Discord's been going very downhill for years, and recently made a wider known awful change (although not too impactful). Wonder when they will be going too far with things like "Mee6" and "Nitro".
What did Discord change?
They are changing the way usernames are being handled. Instead of letting them be whatever you want with the identifying tag after it, they are requiring it to be a unique username
Oh right, that change. I personally didn't think that was a big deal. Instead of having Username#1234 now you might have Username_1234. What am I missing?
It’s one of those “if it ain’t broke, don’t fix it” kind of changes. It’s just a weird one to suddenly push onto a platform, especially when the previous solution is better in every single way
True. But I can somewhat understand why they're changing it. When they started working on Discord they probably didn't think it would blow up the way it did. The use of the discriminator is probably a bit confusing for some less tech savvy people. And @username has pretty much become the standard everywhere 🤷♂️
Someone pointed it out to me recently the discriminator probably isn't the driver for the change. The real driver is they committed a very dumb mistake originally, with regards to capitalization in usernames.
For example, in Discord the user names Hyperz, HyperZ, hyperz, hyperZ, HYperz, etc... can all be distinct usernames.
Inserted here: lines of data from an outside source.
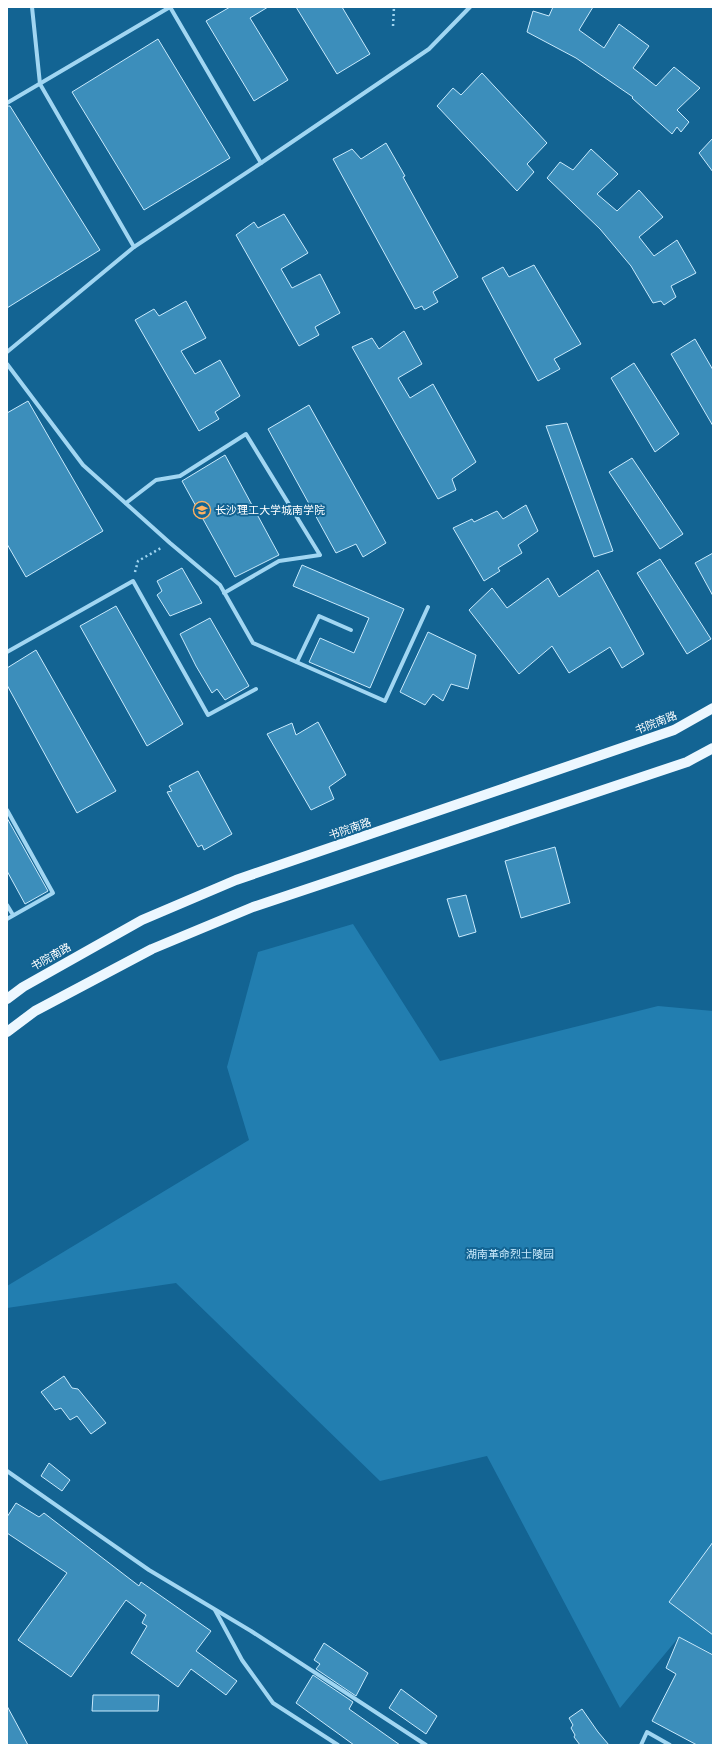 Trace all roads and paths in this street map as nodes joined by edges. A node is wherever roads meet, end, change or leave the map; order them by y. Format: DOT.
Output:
graph roads {
  1 [pos="32,7"];
  2 [pos="170,7"];
  3 [pos="394,7"];
  4 [pos="470,7"];
  5 [pos="393,26"];
  6 [pos="40,84"];
  7 [pos="7,103"];
  8 [pos="261,163"];
  9 [pos="134,247"];
  10 [pos="7,352"];
  11 [pos="7,364"];
  12 [pos="126,503"];
  13 [pos="170,543"];
  14 [pos="133,581"];
  15 [pos="224,593"];
  16 [pos="428,607"];
  17 [pos="351,630"];
  18 [pos="7,652"];
  19 [pos="297,662"];
  20 [pos="256,689"];
  21 [pos="713,708"];
  22 [pos="713,748"];
  23 [pos="7,810"];
  24 [pos="7,905"];
  25 [pos="13,915"];
  26 [pos="7,918"];
  27 [pos="7,999"];
  28 [pos="7,1032"];
  29 [pos="7,1471"];
  30 [pos="215,1610"];
  31 [pos="338,1745"];
  32 [pos="426,1745"];
  33 [pos="641,1745"];
  34 [pos="670,1745"];
  1 -- 6 [label="street"];
  2 -- 6 [label="street"];
  2 -- 8 [label="street"];
  3 -- 5 [label="path"];
  4 -- 8 [label="street"];
  6 -- 7 [label="street"];
  6 -- 9 [label="street"];
  8 -- 9 [label="street"];
  9 -- 10 [label="street"];
  11 -- 12 [label="street"];
  12 -- 13 [label="street"];
  12 -- 15 [label="street"];
  13 -- 14 [label="path"];
  13 -- 15 [label="street"];
  14 -- 18 [label="street"];
  14 -- 20 [label="street"];
  15 -- 19 [label="street"];
  16 -- 19 [label="street"];
  17 -- 19 [label="street"];
  21 -- 27 [label="main road, 书院南路"];
  22 -- 28 [label="main road"];
  23 -- 25 [label="street"];
  24 -- 25 [label="street"];
  25 -- 26 [label="street"];
  29 -- 30 [label="street"];
  30 -- 31 [label="street"];
  30 -- 32 [label="street"];
  33 -- 34 [label="street"];
}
With the same discriminator? Like Username#1234 and UserName#1234 can both exist? If so, yes that's a rather big flaw.
Yep
I feel like if discord just did a better job of explaining it, then there wouldn't be any problem. I've heard it's a problem for content creators as well because they could remain semi anonymous by being pewdiepie#6381 but now they have to be @pewdiepie and actively claim that or else it sells on markets for thousands. That's another problem, now username sellers will be a thing, when they weren't before. Personally I'm kind of upset by this change. If it was about the weird ASCII characters people have in their names, why not restrict it. Most people don't have them so they would be unaffected.
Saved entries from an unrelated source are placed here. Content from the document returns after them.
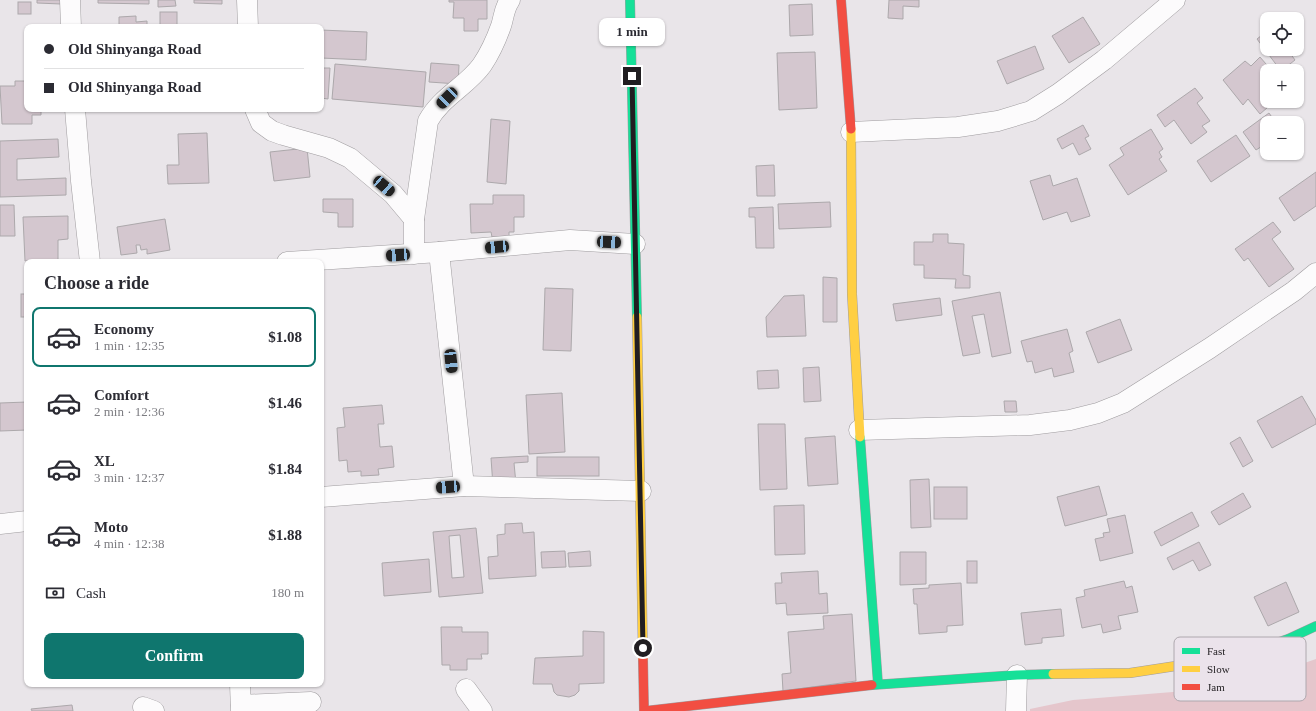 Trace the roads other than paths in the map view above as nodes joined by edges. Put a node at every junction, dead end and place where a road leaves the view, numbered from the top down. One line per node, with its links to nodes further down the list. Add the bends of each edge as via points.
1 (70, 0): 7 (street)
2 (246, 0): 8 (street)
3 (510, 0): 12 (street, via 489,54 475,74 436,109 428,121)
4 (630, 0): 13 (street)
5 (841, 0): 11 (street)
6 (1175, 0): 11 (street, via 1104,60 1031,111 998,121 958,127)
7 (71, 24)
8 (248, 24)
9 (75, 112): 16 (street)
10 (256, 112): 12 (street, via 261,123 272,131 329,148 350,158 393,194)
11 (851, 132): 19 (street, via 852,294)
12 (414, 219): 15 (street)
13 (635, 244): 14 (street, via 570,240); 21 (street)
14 (439, 252): 15 (street); 20 (street)
15 (414, 254): 17 (street)
16 (90, 259)
17 (324, 260)
18 (1316, 273): 19 (street, via 1210,348 1123,402 1098,413 1070,420 1030,425)
19 (859, 430): 29 (street)
20 (464, 486): 21 (street); 22 (street)
21 (641, 491): 35 (street)
22 (324, 497)
23 (24, 522): 24 (street)
24 (0, 524)
25 (1316, 626): 26 (street)
26 (1292, 637)
27 (1174, 666): 28 (street, via 1130,673)
28 (1017, 675): 29 (street); 36 (street)
29 (878, 684): 35 (street)
30 (240, 687): 33 (street)
31 (466, 689): 34 (street)
32 (311, 702): 33 (street)
33 (241, 708)
34 (482, 711)
35 (645, 711)
36 (1016, 711)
Me too. It also contributes to the inevitable crisis of username unavailability over the years. With the # discriminator you didn't have to worry about running out of your unique username. And it also helps future generations long after we're all gone from this planet.
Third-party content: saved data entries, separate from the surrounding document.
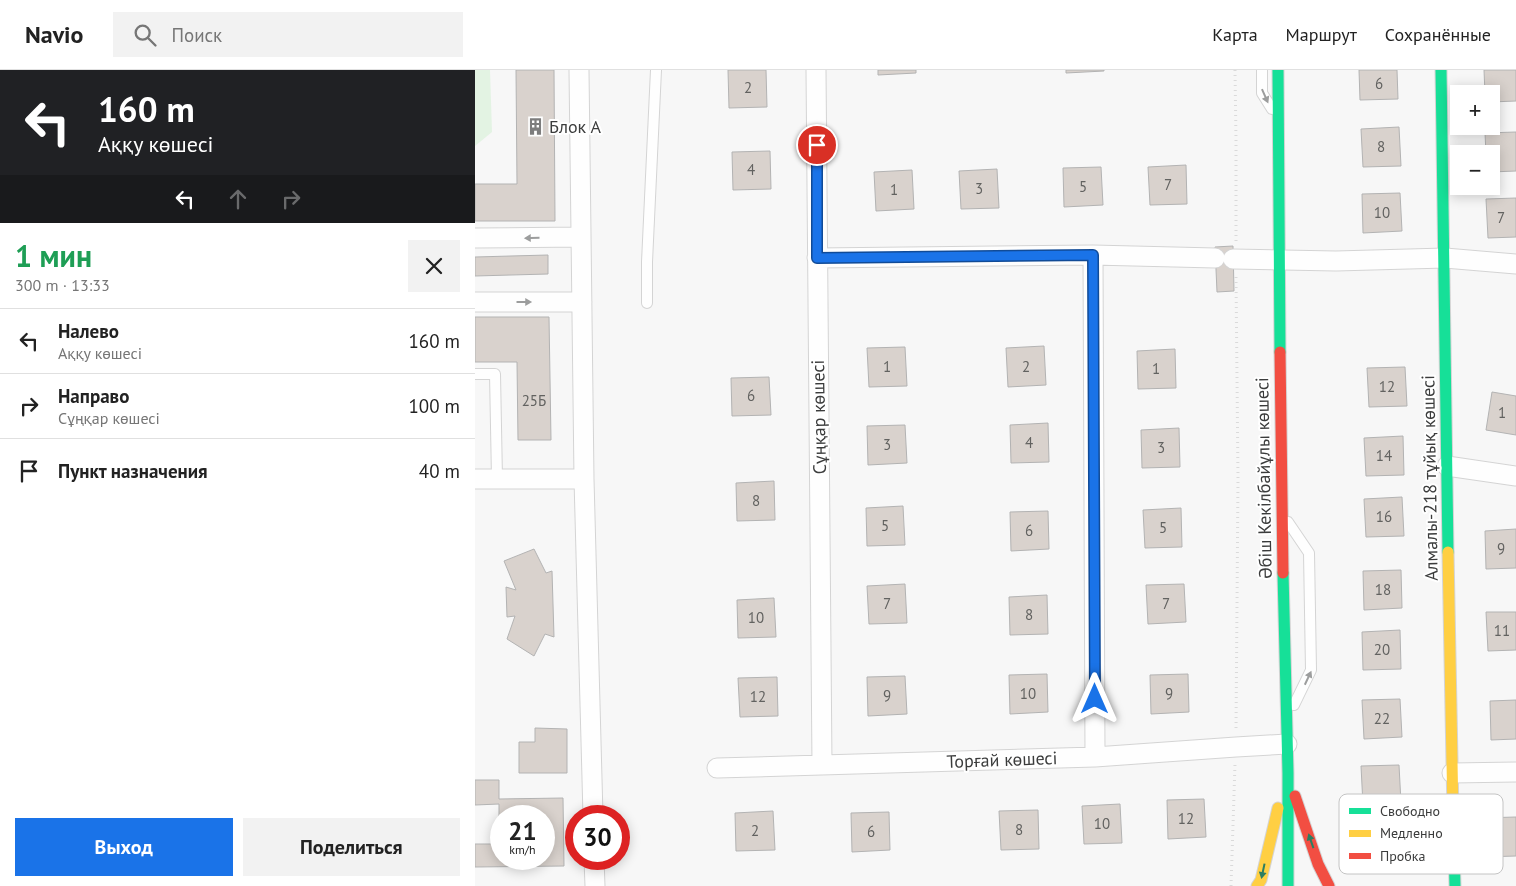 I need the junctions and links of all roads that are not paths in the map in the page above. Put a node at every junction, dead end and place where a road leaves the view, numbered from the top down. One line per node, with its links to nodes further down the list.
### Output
1 (579, 70): 8 (street)
2 (656, 70): 17 (lane)
3 (816, 70): 11 (street, Сұңқар көшесі)
4 (1262, 70): 7 (lane, one-way to 7)
5 (1278, 70): 7 (street, Әбіш Кекілбайұлы көшесі)
6 (1441, 70): 12 (street, Алмалы-218 тұйық көшесі)
7 (1279, 120): 13 (street, Әбіш Кекілбайұлы көшесі)
8 (581, 237): 9 (street, one-way to 9); 16 (street)
9 (475, 238)
10 (1093, 255): 11 (street); 13 (street); 27 (street)
11 (817, 258): 28 (street, Сұңқар көшесі)
12 (1445, 258): 13 (street); 14 (street); 19 (street, Алмалы-218 тұйық көшесі)
13 (1279, 259): 24 (street, Әбіш Кекілбайұлы көшесі)
14 (1516, 264)
15 (475, 302): 16 (street, one-way to 16)
16 (582, 302): 23 (street)
17 (647, 303)
18 (475, 374): 22 (lane)
19 (1447, 466): 20 (street); 32 (street, Алмалы-218 тұйық көшесі)
20 (1516, 476)
21 (475, 479): 22 (street)
22 (497, 479): 23 (street)
23 (584, 480): 34 (street)
24 (1281, 510): 25 (street, Әбіш Кекілбайұлы көшесі); 25 (lane, one-way to 24)
25 (1286, 721): 26 (street, Әбіш Кекілбайұлы көшесі)
26 (1287, 744): 27 (street, Торғай көшесі); 31 (street, Әбіш Кекілбайұлы көшесі)
27 (1095, 757): 28 (street, Торғай көшесі)
28 (822, 765): 29 (street, Торғай көшесі)
29 (717, 768)
30 (1516, 772): 32 (street)
31 (1288, 773): 37 (street, one-way to 37); 38 (street, Әбіш Кекілбайұлы көшесі); 39 (street, one-way to 31)
32 (1452, 773): 33 (street, Алмалы-218 тұйық көшесі)
33 (1453, 794)
34 (593, 805)
35 (594, 870): 36 (street)
36 (595, 886)
37 (1257, 886)
38 (1288, 886)
39 (1329, 886) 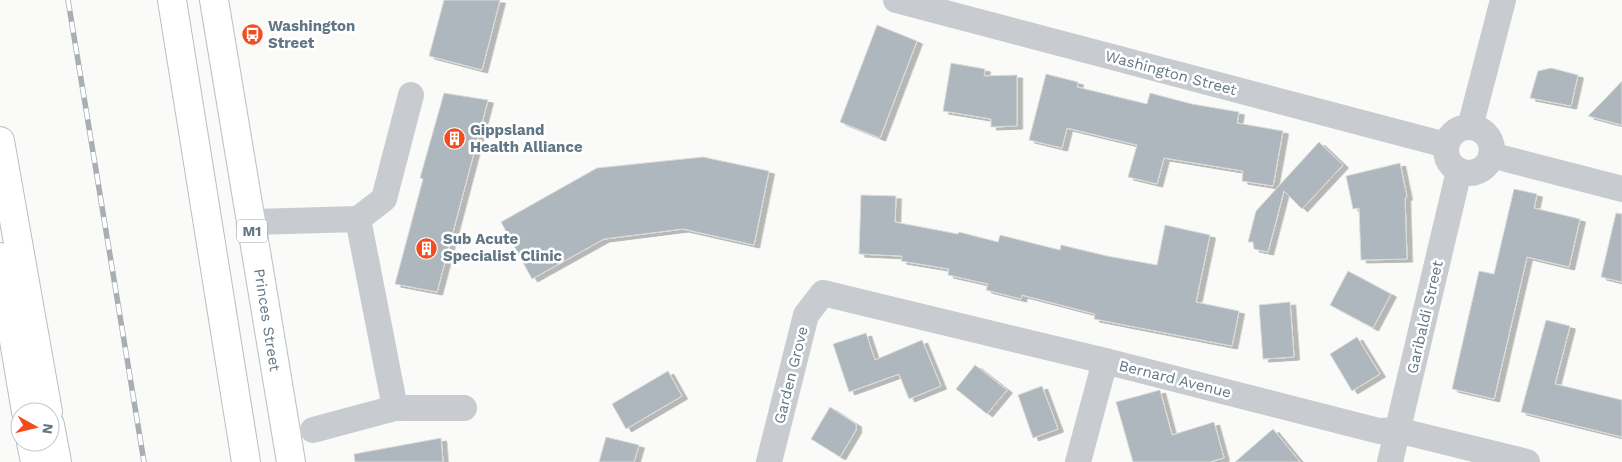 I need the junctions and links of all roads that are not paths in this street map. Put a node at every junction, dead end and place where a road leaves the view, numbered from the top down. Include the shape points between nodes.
1 (172, 0) edge
2 (214, 0) edge
3 (896, 0) edge
4 (1504, 0) edge
5 (411, 95) dead end
6 (1470, 127) junction
7 (0, 141) edge
8 (1446, 145) junction
9 (1491, 155) junction
10 (1459, 171) junction
11 (1622, 189) edge
12 (358, 219) junction
13 (251, 222) junction
14 (4, 243) edge
15 (823, 293) joint
16 (4, 298) edge
17 (1105, 361) junction
18 (24, 402) edge
19 (45, 402) edge
20 (395, 408) junction
21 (464, 408) dead end
22 (313, 430) dead end
23 (1398, 430) junction
24 (246, 462) edge
25 (291, 462) edge
26 (769, 462) edge
27 (1078, 462) edge
28 (1390, 462) edge
29 (1527, 462) edge

1 - 24 main road
2 - 13 main road, Princes Street / M1
3 - 8 street, Washington Street
4 - 6 street
5 - 12 street via 384,199
6 - 8 street via 1455,132
6 - 9 street via 1489,140
7 - 14 main road
8 - 10 street via 1448,160
9 - 10 street via 1482,168 1467,173
9 - 11 street
10 - 23 street, Garibaldi Street
12 - 13 street
12 - 20 street
13 - 25 main road, Princes Street / M1
14 - 16 main road
14 - 19 main road
15 - 17 street, Bernard Avenue
15 - 26 street, Garden Grove via 806,315
16 - 18 main road
17 - 23 street, Bernard Avenue via 1379,431
17 - 27 street
20 - 21 street
20 - 22 street
23 - 28 street, Garibaldi Street
23 - 29 street, Bernard Avenue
This is the issue I don't understand. I mean, I get your point. But when you can set your display name to whatever you like on servers anyway, what does it matter what your handle is? I don't think having 1 million Johns with different discriminators is any better than having @john through @john1000000.
Because the name john shows up in your friends list. Just john. Not john8576. Yes the hashtag discriminates it and makes it the primary key, but it isn't shown. Yes you're technically john#8576, but nobody sees that part. You're just john.
TikTok might be the next
TikTok is literally owned by China.
One can only hope.
I very much like the community aspect of TikTok; is there anyone working on a Fediverse alternative to it? Or perhaps adding its features to PeerTube?
PeerTube could, but it needs more people to develop the Shorts feature, as well as proper client for mobile.
Is there any work being done on a proper mobile client? I also wasn't aware of the Shorts feature on PeerTube, but then again, I haven't checked the site in a minute. Might want to look into publishing videos on an instance sometime.